[Exercise aim]
For this exercise, output the line containing "Build a routing" and every line after it through the end of the records, exactly, and no other line.

[Study material]
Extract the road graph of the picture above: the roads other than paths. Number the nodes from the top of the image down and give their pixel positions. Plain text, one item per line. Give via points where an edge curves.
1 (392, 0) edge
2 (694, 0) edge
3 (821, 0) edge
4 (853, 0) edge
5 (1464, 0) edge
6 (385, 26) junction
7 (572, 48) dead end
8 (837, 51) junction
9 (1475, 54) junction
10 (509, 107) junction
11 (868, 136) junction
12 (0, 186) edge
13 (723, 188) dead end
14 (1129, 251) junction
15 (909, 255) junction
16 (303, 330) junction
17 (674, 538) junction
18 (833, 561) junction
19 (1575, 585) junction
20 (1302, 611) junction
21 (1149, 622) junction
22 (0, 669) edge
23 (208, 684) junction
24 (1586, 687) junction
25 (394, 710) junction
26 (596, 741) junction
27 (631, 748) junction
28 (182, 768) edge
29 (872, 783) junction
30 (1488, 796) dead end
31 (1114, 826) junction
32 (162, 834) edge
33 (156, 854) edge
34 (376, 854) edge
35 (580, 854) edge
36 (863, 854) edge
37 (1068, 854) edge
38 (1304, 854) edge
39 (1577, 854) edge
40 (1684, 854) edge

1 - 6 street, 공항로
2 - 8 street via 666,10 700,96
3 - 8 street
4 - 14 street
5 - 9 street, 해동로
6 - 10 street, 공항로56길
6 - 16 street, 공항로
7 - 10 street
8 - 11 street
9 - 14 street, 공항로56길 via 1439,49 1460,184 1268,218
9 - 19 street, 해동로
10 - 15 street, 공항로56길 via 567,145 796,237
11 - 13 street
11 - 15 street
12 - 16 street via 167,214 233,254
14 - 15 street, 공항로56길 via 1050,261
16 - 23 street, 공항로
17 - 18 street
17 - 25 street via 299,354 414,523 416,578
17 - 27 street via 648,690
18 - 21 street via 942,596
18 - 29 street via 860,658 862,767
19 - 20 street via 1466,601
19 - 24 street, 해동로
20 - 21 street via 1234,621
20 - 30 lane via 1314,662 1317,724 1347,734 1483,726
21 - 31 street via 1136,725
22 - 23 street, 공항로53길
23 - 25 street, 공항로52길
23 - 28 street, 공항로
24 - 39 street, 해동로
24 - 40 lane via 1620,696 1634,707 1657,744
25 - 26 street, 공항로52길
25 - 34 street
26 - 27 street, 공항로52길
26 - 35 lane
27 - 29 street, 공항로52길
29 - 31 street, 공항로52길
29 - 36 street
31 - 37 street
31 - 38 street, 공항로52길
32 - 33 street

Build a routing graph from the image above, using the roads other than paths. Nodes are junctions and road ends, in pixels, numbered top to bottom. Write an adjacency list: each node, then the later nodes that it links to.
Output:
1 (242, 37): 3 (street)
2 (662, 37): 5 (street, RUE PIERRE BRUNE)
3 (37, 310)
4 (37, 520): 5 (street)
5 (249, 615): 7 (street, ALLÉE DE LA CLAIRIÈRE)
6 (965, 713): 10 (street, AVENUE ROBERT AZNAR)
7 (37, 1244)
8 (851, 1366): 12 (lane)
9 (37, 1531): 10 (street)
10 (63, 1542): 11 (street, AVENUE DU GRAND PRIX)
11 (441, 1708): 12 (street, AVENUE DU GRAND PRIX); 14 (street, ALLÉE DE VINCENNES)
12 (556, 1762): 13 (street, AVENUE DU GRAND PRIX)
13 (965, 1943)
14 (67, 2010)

[Task solution]
Build a routing graph from the image above, using the roads other than paths. Nodes are junctions and road ends, in pixels, numbered top to bottom. Write an adjacency list: each node, then the later nodes that it links to.
Output:
1 (242, 37): 3 (street)
2 (662, 37): 5 (street, RUE PIERRE BRUNE)
3 (37, 310)
4 (37, 520): 5 (street)
5 (249, 615): 7 (street, ALLÉE DE LA CLAIRIÈRE)
6 (965, 713): 10 (street, AVENUE ROBERT AZNAR)
7 (37, 1244)
8 (851, 1366): 12 (lane)
9 (37, 1531): 10 (street)
10 (63, 1542): 11 (street, AVENUE DU GRAND PRIX)
11 (441, 1708): 12 (street, AVENUE DU GRAND PRIX); 14 (street, ALLÉE DE VINCENNES)
12 (556, 1762): 13 (street, AVENUE DU GRAND PRIX)
13 (965, 1943)
14 (67, 2010)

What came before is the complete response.